What do you do in the following scenario?
You have a prediction task for different entities. This could be forecasting sales for various stores or predicting customer churn for different customer segments.
You can train on one model for all entities and use the entity ID as a feature1 or train one model per entity.
What’s the better option?
The short answer would be: Whatever brings better predictive performance. So you can easily validate in your model selection step which strategy works better. Just as would be expected from a supervised ML mindset.
But predictive performance is not everything, and we can also get insights about the prediction task through learning which strategy works better. Let’s take a closer look at inductive biases indicated by the two choices.
Let’s make this more concrete: Let’s say you have to forecast next month’s water inflow for various dams. The features are 1) water flow the month before, 2) month, and 3) forecasted precipitation. For the entity-as-feature solution, you also have the dam ID as a feature.
Let’s look at two extreme scenarios of what the “true” prediction function could look like:
No dam-specific effects, but only general effects: This means that the true function of water flow given the features looks the same for all dams.
Each dam has a completely different dynamic: When you train a model for one dam, it would be completely useless for predicting another dam’s water flow since the relation between the features and the next month’s water flow is completely different between two dams.

Both scenarios are unrealistic extremes, but every prediction task based on entities is a mixture of these two extreme scenarios: Typically you would expect at least some general patterns, for example, a high flow last month will mean a higher flow next month, regardless of the dam. But you would also expect individual effects, for example for one dam the precipitation forecast might be more relevant than for another.
Technically, we can describe this in the language of main effects and interactions: The general effects are main effects and interactions that don’t include entity-specific attributes (like the ID). The entity-specific effects are all interactions that include the entity ID or attributes that are fixed per entity (e.g. elevation of the dam). Related to this is my post on functional decomposition.
Let’s come back to the two solutions and how they would perform in these two extreme scenarios:
Scenario: There are only general effects.
When training one model and using entity ID as feature, it should work well. The ML algorithm only has to learn a model of the general effects while ignoring the entity ID feature.
Training one model per entity is problematic since each time the algorithm has to learn the same model but has much smaller data sets available, introducing a small sample bias.
Scenario: there are only entity-specific effects.
Training a model with entity as a feature: The ML algorithm has to learn all the interactions between the entity ID and the features. How well that works depends on the ML algorithm and the inductive biases it comes with. Tree-based algorithms work well here since they can split by entity ID and therefore emulate the split-by-entity modeling.
For training one model per entity it’s the ideal scenario, since the models need to be completely different anyway.
The beautiful thing about performance-based evaluation is that if one of the two strategies wins, you also learn something about the prediction task.
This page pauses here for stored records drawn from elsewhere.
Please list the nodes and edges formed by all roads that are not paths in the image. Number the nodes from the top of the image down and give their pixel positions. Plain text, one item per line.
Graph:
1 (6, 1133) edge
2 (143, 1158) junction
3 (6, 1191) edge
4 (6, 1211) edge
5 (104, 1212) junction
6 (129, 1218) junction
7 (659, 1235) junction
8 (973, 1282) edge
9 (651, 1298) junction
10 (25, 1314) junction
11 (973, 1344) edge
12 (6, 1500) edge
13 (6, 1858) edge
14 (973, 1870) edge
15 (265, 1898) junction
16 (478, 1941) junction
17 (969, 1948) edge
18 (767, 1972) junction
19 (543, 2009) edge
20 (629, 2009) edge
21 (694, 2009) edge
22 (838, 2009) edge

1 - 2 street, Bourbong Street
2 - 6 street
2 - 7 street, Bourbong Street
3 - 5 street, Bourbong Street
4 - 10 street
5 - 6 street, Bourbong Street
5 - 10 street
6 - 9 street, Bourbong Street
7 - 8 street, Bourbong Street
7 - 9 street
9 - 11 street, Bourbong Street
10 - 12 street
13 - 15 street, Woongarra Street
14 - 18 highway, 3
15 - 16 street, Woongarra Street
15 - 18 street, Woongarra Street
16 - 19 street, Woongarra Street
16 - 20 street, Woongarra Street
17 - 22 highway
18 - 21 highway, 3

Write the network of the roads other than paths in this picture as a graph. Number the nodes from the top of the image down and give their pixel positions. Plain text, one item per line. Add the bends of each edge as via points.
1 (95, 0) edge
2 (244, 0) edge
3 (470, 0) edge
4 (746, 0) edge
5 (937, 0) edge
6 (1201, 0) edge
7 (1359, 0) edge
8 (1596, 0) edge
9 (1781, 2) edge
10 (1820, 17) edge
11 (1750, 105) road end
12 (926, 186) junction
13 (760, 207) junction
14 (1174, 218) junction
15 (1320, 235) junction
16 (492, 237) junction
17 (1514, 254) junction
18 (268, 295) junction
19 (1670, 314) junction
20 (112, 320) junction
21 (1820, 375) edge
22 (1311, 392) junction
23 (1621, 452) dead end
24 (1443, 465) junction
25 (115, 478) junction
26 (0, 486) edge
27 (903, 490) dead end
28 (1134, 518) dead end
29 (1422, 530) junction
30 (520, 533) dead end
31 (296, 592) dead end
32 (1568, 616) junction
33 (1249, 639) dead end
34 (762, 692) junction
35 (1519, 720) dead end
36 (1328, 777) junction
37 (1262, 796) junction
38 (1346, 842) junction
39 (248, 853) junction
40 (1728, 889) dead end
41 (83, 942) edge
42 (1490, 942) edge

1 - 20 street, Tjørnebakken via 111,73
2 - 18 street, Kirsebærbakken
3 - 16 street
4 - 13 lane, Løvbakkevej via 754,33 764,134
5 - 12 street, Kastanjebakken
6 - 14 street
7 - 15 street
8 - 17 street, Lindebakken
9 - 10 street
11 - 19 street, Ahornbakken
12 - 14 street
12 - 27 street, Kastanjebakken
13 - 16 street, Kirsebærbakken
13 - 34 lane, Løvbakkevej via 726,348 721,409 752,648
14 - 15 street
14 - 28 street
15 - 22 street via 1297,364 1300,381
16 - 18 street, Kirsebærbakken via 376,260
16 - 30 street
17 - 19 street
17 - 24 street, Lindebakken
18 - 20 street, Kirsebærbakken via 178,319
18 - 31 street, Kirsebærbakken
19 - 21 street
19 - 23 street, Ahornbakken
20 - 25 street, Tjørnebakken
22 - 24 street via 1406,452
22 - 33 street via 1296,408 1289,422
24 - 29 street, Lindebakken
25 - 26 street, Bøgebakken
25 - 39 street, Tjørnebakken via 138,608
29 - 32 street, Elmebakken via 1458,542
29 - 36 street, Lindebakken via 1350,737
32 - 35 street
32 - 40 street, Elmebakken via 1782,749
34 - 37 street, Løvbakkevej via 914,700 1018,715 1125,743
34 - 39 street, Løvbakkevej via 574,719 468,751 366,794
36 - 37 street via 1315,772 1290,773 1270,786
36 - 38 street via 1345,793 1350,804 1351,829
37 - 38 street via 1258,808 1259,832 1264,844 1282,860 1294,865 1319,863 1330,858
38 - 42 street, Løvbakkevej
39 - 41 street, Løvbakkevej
If the one model per entity strategy has a better performance, it means that there are mostly entity-specific effects.
In general, I tend to pack everything into one model. For starters, I am often too lazy to implement an additional logic that splits the data by entity and then stores multiple models and so on. Such a hassle. Also, when using tree-based algorithms like the random forest, Catboost, or XGBoost, they can handle entity-specific effects very naturally since they kind of emulate the model-per-entity approach when they split by entity ID. They can be even more “clever” about it since they can bundle entities that have similar relations between features and outcome.
However, there are also advanrtages to training individual models, for example when pooling data raises major issues because of data privacy (e.g. hospital data). The one model per entity approach also makes it simpler to retrain a model if you just need to update one entity.
I’m talking about prediction tasks where the entities don’t change over time, so it’s not about e.g. forecasting for new stores but for the same ones in the training data.
Hello, Cristoph, very interesting article!
I work in unsupervised anomaly detection where the concept of entity is involved (different users / machines in this case), in this case, performance based evaluation is harder since labels are very scarce, would it be possible to apply some kind analysis to determine which option may be more suitable (besides the typical initial EDA to analyze the behavior/distribuitions of the different entities)?
Thanks!
This is a recurrent problem in demand forecasting: do we train one model per brand? per client? Then we have thousands of models and its post-mortem analysis becomes a nightmare. What if we train less models? Then performance tends to drop a bit. This is a never ending problem in my day to day work.